Perhaps the biggest benefit was that Krueger, whose career has taken many different turns including as chairman of Southampton in the English Premier League, was going to get a clean slate and a few more veteran weapons at his disposal. The players seemed to buy into his approach and he was, by all accounts, well-liked. That never translated where it mattered most – in the standings.

The optimism soon dwindled as the Sabres lost four of their first five games and the cracks began to show. Dahlin had not taken a step. Eichel wasn’t getting offense with any amount of consistency. Neither was Hall. The defense was porous and the offense anaemic. Eichel went down with an injury and things only continued to get worse.

The Sabres are now in the 10th year under the ownership of Terry and Kim Pegula. What started with such optimism and excitement when Pegula spoke of his passion for the team and the chance to bring titles to Buffalo, has continued down a path of frustration.

Pegula inherited Darcy Regier has general manager and kept him on for two seasons, allowing him to start the first rebuilding process after encouraging spending and ultimately overpaying for free agents in the first year of his ownership.
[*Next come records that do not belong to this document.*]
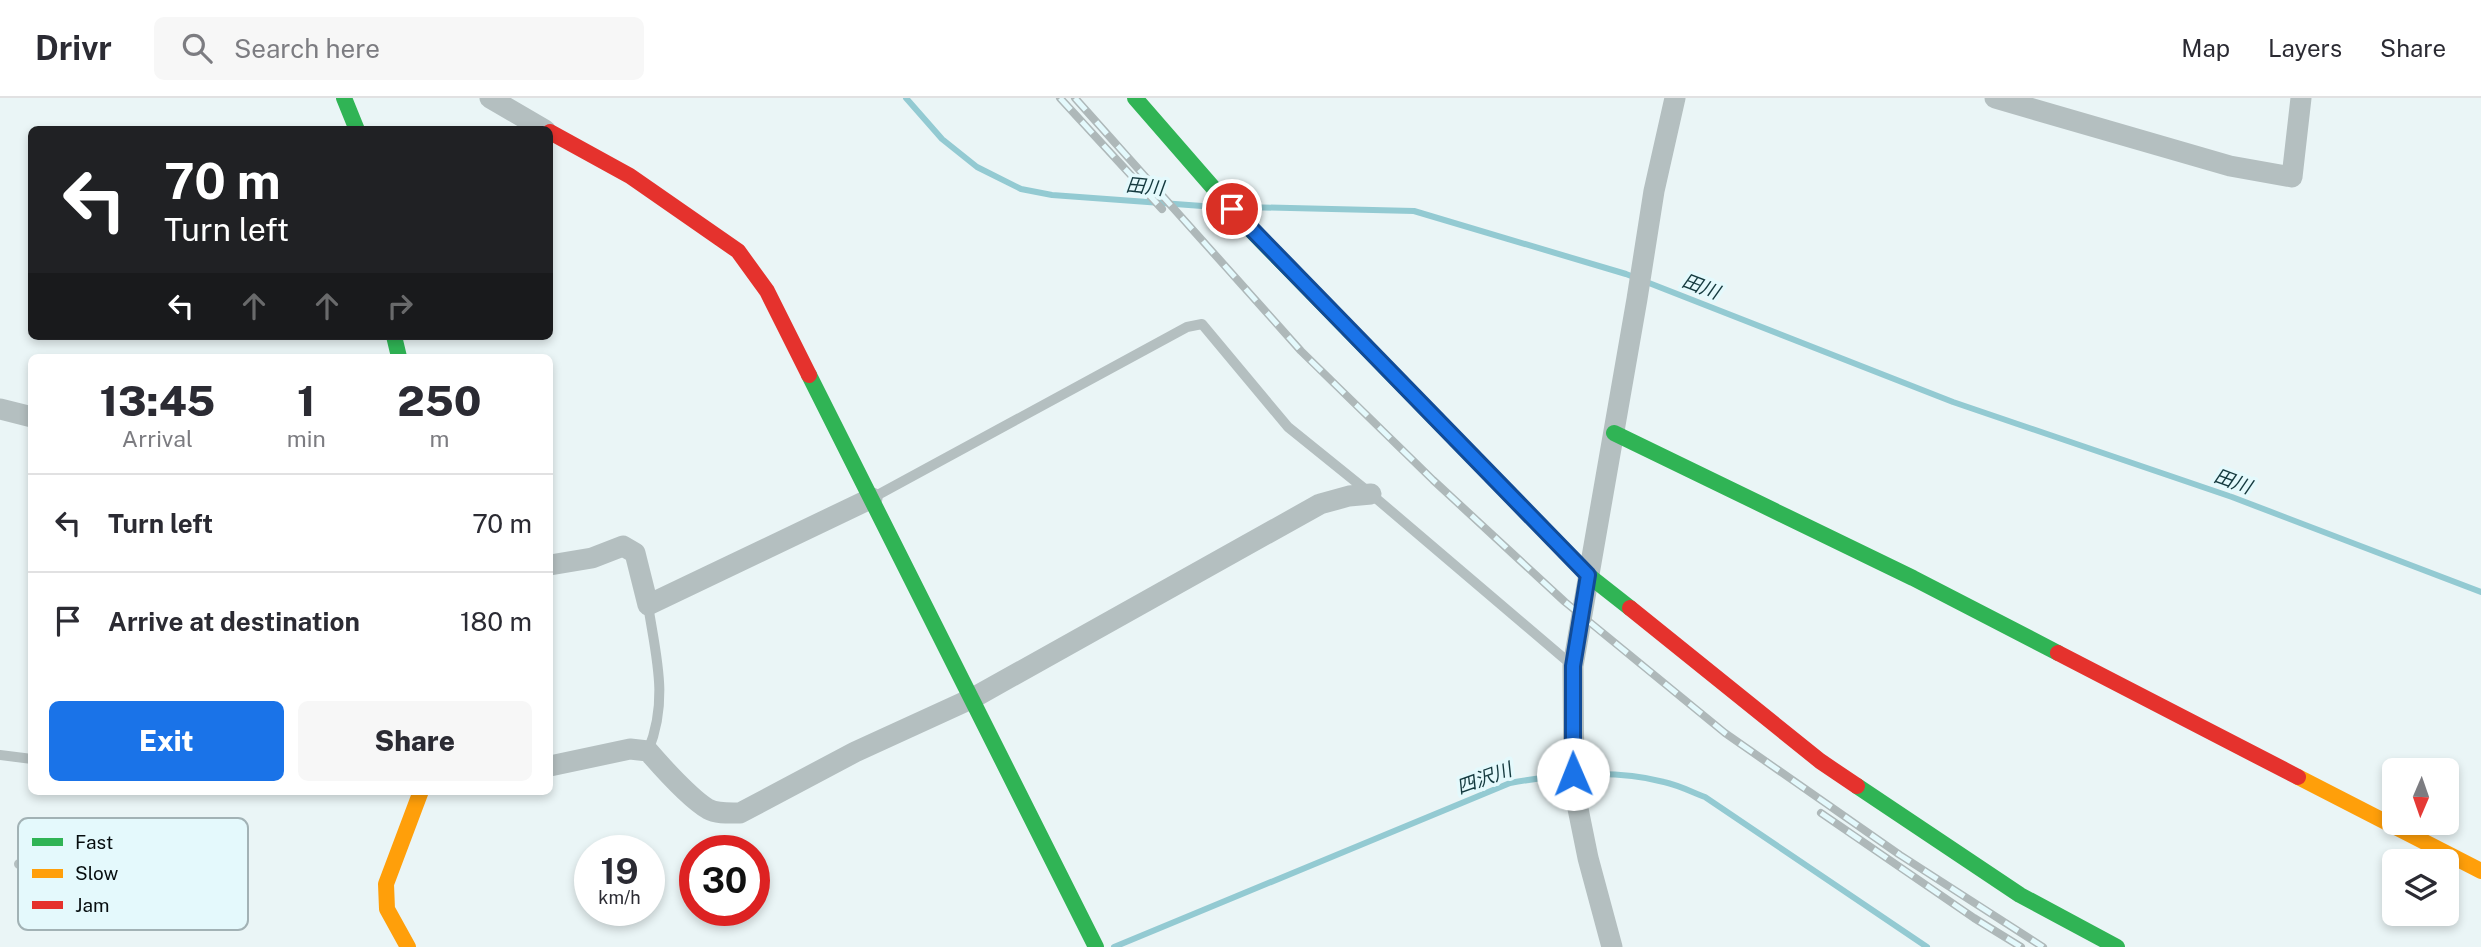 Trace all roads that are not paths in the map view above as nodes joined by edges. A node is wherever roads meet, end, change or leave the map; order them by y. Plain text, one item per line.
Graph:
1 (344, 98) edge
2 (490, 98) edge
3 (1135, 98) edge
4 (1675, 98) edge
5 (1995, 98) edge
6 (2301, 98) edge
7 (355, 126) edge
8 (538, 126) edge
9 (553, 134) edge
10 (0, 409) edge
11 (28, 416) edge
12 (1614, 432) junction
13 (1371, 494) junction
14 (872, 498) junction
15 (553, 564) edge
16 (1588, 575) junction
17 (648, 605) junction
18 (1573, 666) junction
19 (973, 698) junction
20 (648, 751) junction
21 (0, 755) edge
22 (28, 758) edge
23 (553, 765) edge
24 (419, 795) edge
25 (2481, 871) edge
26 (1095, 945) edge
27 (408, 947) edge
28 (1612, 947) edge
29 (2117, 947) edge

1 - 7 street
2 - 8 street
3 - 16 street
4 - 12 street
5 - 6 street
9 - 14 street
10 - 11 street
12 - 16 street
12 - 25 street
13 - 14 lane
13 - 18 lane
13 - 19 street
14 - 17 street
14 - 19 street
15 - 17 street
16 - 18 street
16 - 29 street
17 - 20 lane
18 - 28 street
19 - 20 street
19 - 26 street
20 - 23 street
21 - 22 lane
24 - 27 street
The team is now on its fourth general manager with the previous two having no more than a three-year shelf life in their roles.

Former NHL player Kevyn Adams was tapped to replace Jason Botterill this summer despite no experience as an executive at the NHL level. The club also made significant cuts to its hockey operations staff, even all the way down to its farm team’s coaching staff, which has been overhauled. Adams has no assistant general manager and the scouting staff is miniscule compared to much of the rest of the league. Most of the people in the organization are rookies in their current role, which now includes new interim head coach Don Granato, who at least has a long history of coaching at multiple other levels and has been an NHL assistant for the last several seasons in various organizations.
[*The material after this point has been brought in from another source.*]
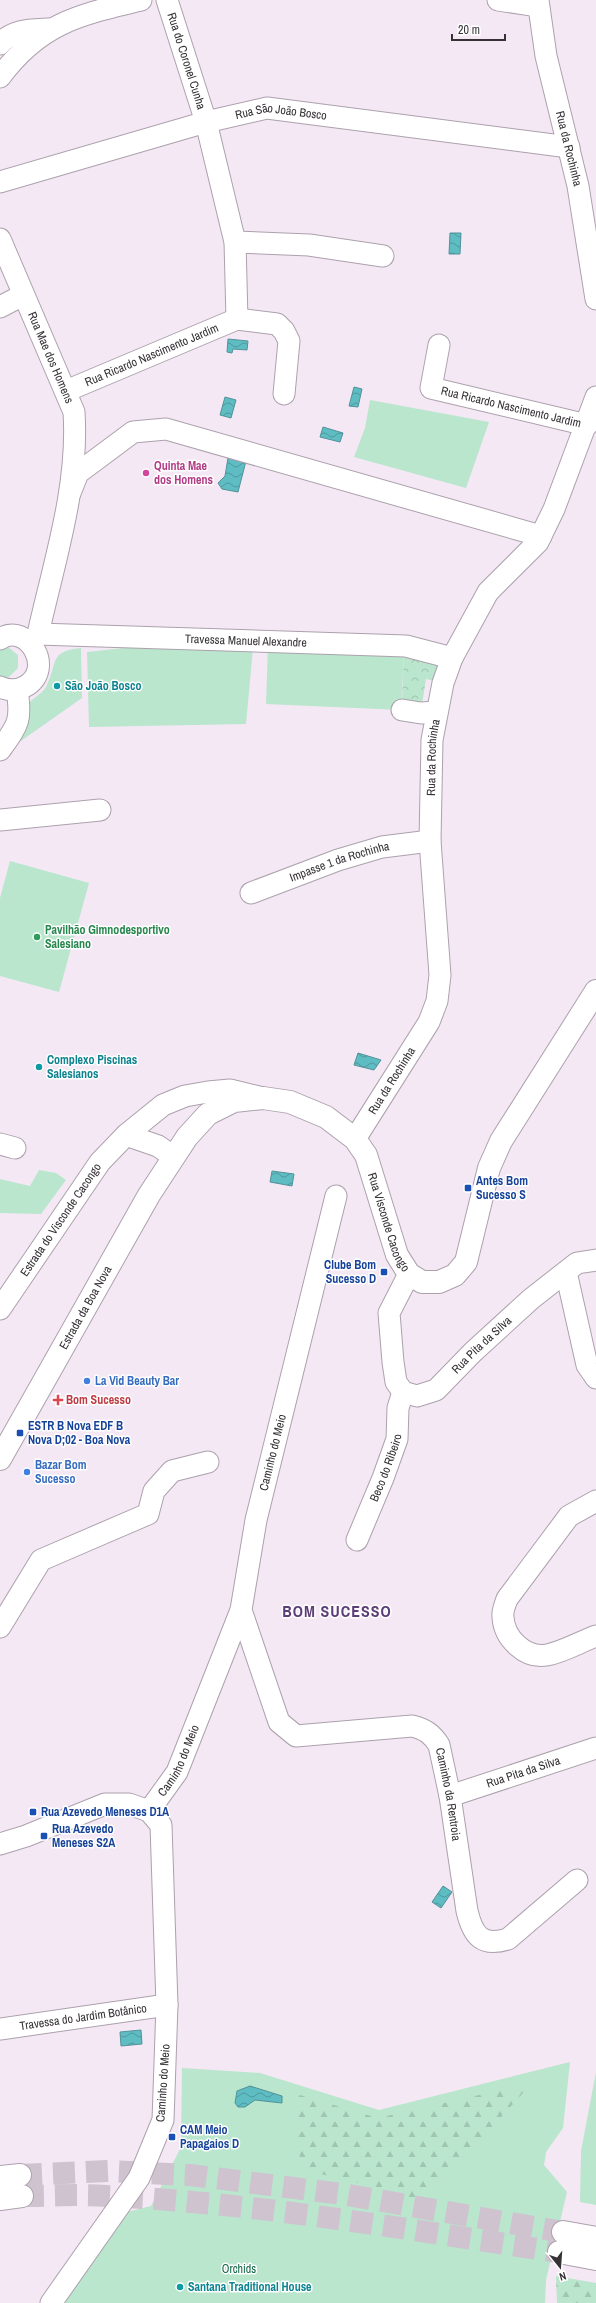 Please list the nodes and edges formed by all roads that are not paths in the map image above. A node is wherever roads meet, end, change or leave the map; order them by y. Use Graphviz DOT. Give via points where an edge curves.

The question becomes now, is this a fixable situation? Are the Sabres going anywhere? Is there a plan? Is there a way out?

These questions are difficult for even the most experienced executives to ponder, let alone solve. There’s something rotten within the organization right now and it permeates all levels. It’s unclear exactly what that is or who is to blame, but the buck has to stop somewhere, and that’s the ownership.

The Pegulas have rightfully endeared themselves to the city of Buffalo for their incredible investments, but their initial entry into the city was the Sabres. It’s extended now to the NFL’s Buffalo Bills, and the HarborCenter facility that has turned Buffalo into one of America’s finest hockey hubs. But for whatever reason, their first investment has been quicksand, although there’s been nothing quick about this slow, seemingly unending decline.

Four general managers, seven coaches and counting, dozens – maybe hundreds – of players in and out. The team even let go its long-time media relations director. You can’t blame the organization for continuously trying to change what isn’t working, but until they address why things aren’t working, they may never get out of this death spiral.

The club cannot continue to stack rebuilds on top of rebuilds where their foundational pieces look more like Jenga bricks. That said, there is a dramatic need for someone to hit a giant reset button. It’s going to take something dramatic, like perhaps using Hall as a trade chip this season, or even more dramatic like attempting to jettison Eichel – who has been one of the few bright lights in the dark ages of this franchise – so long as they get a ridiculously huge return for the star center.

Maybe they need to perform some sort of curse-reversing ritual. Or maybe the owners have to take a look in the mirror and ask themselves why every decision they’ve made has somehow blown up in their face – even when it looked like the right move at the time.

In the meantime, the Sabres will remain a team that the opposition and bettors alike look to for an easy win.